# WORK TO BE COMPLETED:
Reproduce the data exactly. Omit no record.
:: DATA SHOWN ::
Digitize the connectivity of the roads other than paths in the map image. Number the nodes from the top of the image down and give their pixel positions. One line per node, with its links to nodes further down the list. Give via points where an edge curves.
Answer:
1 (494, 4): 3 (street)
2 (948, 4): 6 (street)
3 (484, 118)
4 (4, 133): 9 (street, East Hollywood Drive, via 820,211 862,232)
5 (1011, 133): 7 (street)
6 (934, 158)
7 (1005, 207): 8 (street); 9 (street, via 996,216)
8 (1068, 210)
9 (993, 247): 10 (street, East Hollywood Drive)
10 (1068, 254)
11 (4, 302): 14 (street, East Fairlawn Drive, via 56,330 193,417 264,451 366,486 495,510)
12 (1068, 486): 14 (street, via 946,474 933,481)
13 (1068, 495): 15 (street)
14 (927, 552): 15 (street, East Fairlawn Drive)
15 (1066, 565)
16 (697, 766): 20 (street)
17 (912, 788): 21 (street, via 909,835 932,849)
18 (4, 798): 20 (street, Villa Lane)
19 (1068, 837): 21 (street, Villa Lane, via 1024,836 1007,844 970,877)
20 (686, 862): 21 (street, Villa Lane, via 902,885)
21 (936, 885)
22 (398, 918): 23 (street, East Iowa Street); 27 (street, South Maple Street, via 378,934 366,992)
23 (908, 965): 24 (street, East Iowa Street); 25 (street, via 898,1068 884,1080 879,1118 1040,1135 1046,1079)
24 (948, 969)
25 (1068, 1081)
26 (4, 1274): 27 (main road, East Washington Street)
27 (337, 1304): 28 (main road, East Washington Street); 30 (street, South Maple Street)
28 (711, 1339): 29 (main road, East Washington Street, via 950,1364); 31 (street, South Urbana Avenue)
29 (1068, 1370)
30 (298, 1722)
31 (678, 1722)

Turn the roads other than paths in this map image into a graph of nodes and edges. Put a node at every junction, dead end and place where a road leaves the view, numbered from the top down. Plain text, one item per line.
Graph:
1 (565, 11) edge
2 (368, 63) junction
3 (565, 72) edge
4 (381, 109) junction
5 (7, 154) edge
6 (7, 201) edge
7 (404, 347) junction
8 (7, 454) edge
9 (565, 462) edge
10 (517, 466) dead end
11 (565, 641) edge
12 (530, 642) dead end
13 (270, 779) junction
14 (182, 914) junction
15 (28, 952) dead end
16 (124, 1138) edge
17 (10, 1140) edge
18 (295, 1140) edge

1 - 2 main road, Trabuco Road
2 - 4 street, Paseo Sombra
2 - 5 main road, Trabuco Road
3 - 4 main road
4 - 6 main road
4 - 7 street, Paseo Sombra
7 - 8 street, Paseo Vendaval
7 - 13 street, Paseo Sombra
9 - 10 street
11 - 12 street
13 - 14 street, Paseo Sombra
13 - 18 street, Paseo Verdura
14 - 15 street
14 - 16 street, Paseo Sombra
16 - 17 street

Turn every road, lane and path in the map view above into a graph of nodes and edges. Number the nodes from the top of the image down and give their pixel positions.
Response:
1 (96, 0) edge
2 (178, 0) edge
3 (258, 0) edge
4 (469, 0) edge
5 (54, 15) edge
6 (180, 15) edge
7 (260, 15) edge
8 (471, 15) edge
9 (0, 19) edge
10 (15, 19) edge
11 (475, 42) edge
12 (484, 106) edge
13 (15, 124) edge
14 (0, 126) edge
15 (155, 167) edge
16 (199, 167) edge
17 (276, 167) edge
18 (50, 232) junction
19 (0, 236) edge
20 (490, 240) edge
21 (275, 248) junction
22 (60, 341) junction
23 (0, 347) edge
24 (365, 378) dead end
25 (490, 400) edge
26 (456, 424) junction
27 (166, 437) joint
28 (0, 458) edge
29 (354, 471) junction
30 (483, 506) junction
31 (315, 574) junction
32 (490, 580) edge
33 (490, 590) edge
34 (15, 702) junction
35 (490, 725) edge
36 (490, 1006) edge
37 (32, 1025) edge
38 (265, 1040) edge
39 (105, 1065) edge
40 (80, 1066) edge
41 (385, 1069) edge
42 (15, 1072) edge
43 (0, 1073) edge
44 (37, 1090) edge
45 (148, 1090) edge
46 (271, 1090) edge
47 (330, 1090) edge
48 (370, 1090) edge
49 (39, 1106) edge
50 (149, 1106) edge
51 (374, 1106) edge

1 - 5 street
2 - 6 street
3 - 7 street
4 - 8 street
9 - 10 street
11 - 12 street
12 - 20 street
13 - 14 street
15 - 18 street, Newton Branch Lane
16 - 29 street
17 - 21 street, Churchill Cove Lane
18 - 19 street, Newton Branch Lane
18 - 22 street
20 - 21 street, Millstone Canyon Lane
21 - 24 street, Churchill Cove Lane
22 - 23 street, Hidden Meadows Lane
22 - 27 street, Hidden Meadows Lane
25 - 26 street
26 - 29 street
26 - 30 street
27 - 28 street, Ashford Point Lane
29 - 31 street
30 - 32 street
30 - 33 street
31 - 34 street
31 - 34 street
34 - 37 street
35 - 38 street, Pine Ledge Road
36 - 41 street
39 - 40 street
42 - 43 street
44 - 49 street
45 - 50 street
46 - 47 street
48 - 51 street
:::
# SOLUTION TO THE PROBLEM:
Digitize the connectivity of the roads other than paths in the map image. Number the nodes from the top of the image down and give their pixel positions. One line per node, with its links to nodes further down the list. Give via points where an edge curves.
Answer:
1 (494, 4): 3 (street)
2 (948, 4): 6 (street)
3 (484, 118)
4 (4, 133): 9 (street, East Hollywood Drive, via 820,211 862,232)
5 (1011, 133): 7 (street)
6 (934, 158)
7 (1005, 207): 8 (street); 9 (street, via 996,216)
8 (1068, 210)
9 (993, 247): 10 (street, East Hollywood Drive)
10 (1068, 254)
11 (4, 302): 14 (street, East Fairlawn Drive, via 56,330 193,417 264,451 366,486 495,510)
12 (1068, 486): 14 (street, via 946,474 933,481)
13 (1068, 495): 15 (street)
14 (927, 552): 15 (street, East Fairlawn Drive)
15 (1066, 565)
16 (697, 766): 20 (street)
17 (912, 788): 21 (street, via 909,835 932,849)
18 (4, 798): 20 (street, Villa Lane)
19 (1068, 837): 21 (street, Villa Lane, via 1024,836 1007,844 970,877)
20 (686, 862): 21 (street, Villa Lane, via 902,885)
21 (936, 885)
22 (398, 918): 23 (street, East Iowa Street); 27 (street, South Maple Street, via 378,934 366,992)
23 (908, 965): 24 (street, East Iowa Street); 25 (street, via 898,1068 884,1080 879,1118 1040,1135 1046,1079)
24 (948, 969)
25 (1068, 1081)
26 (4, 1274): 27 (main road, East Washington Street)
27 (337, 1304): 28 (main road, East Washington Street); 30 (street, South Maple Street)
28 (711, 1339): 29 (main road, East Washington Street, via 950,1364); 31 (street, South Urbana Avenue)
29 (1068, 1370)
30 (298, 1722)
31 (678, 1722)

Turn the roads other than paths in this map image into a graph of nodes and edges. Put a node at every junction, dead end and place where a road leaves the view, numbered from the top down. Plain text, one item per line.
Graph:
1 (565, 11) edge
2 (368, 63) junction
3 (565, 72) edge
4 (381, 109) junction
5 (7, 154) edge
6 (7, 201) edge
7 (404, 347) junction
8 (7, 454) edge
9 (565, 462) edge
10 (517, 466) dead end
11 (565, 641) edge
12 (530, 642) dead end
13 (270, 779) junction
14 (182, 914) junction
15 (28, 952) dead end
16 (124, 1138) edge
17 (10, 1140) edge
18 (295, 1140) edge

1 - 2 main road, Trabuco Road
2 - 4 street, Paseo Sombra
2 - 5 main road, Trabuco Road
3 - 4 main road
4 - 6 main road
4 - 7 street, Paseo Sombra
7 - 8 street, Paseo Vendaval
7 - 13 street, Paseo Sombra
9 - 10 street
11 - 12 street
13 - 14 street, Paseo Sombra
13 - 18 street, Paseo Verdura
14 - 15 street
14 - 16 street, Paseo Sombra
16 - 17 street

Turn every road, lane and path in the map view above into a graph of nodes and edges. Number the nodes from the top of the image down and give their pixel positions.
Response:
1 (96, 0) edge
2 (178, 0) edge
3 (258, 0) edge
4 (469, 0) edge
5 (54, 15) edge
6 (180, 15) edge
7 (260, 15) edge
8 (471, 15) edge
9 (0, 19) edge
10 (15, 19) edge
11 (475, 42) edge
12 (484, 106) edge
13 (15, 124) edge
14 (0, 126) edge
15 (155, 167) edge
16 (199, 167) edge
17 (276, 167) edge
18 (50, 232) junction
19 (0, 236) edge
20 (490, 240) edge
21 (275, 248) junction
22 (60, 341) junction
23 (0, 347) edge
24 (365, 378) dead end
25 (490, 400) edge
26 (456, 424) junction
27 (166, 437) joint
28 (0, 458) edge
29 (354, 471) junction
30 (483, 506) junction
31 (315, 574) junction
32 (490, 580) edge
33 (490, 590) edge
34 (15, 702) junction
35 (490, 725) edge
36 (490, 1006) edge
37 (32, 1025) edge
38 (265, 1040) edge
39 (105, 1065) edge
40 (80, 1066) edge
41 (385, 1069) edge
42 (15, 1072) edge
43 (0, 1073) edge
44 (37, 1090) edge
45 (148, 1090) edge
46 (271, 1090) edge
47 (330, 1090) edge
48 (370, 1090) edge
49 (39, 1106) edge
50 (149, 1106) edge
51 (374, 1106) edge

1 - 5 street
2 - 6 street
3 - 7 street
4 - 8 street
9 - 10 street
11 - 12 street
12 - 20 street
13 - 14 street
15 - 18 street, Newton Branch Lane
16 - 29 street
17 - 21 street, Churchill Cove Lane
18 - 19 street, Newton Branch Lane
18 - 22 street
20 - 21 street, Millstone Canyon Lane
21 - 24 street, Churchill Cove Lane
22 - 23 street, Hidden Meadows Lane
22 - 27 street, Hidden Meadows Lane
25 - 26 street
26 - 29 street
26 - 30 street
27 - 28 street, Ashford Point Lane
29 - 31 street
30 - 32 street
30 - 33 street
31 - 34 street
31 - 34 street
34 - 37 street
35 - 38 street, Pine Ledge Road
36 - 41 street
39 - 40 street
42 - 43 street
44 - 49 street
45 - 50 street
46 - 47 street
48 - 51 street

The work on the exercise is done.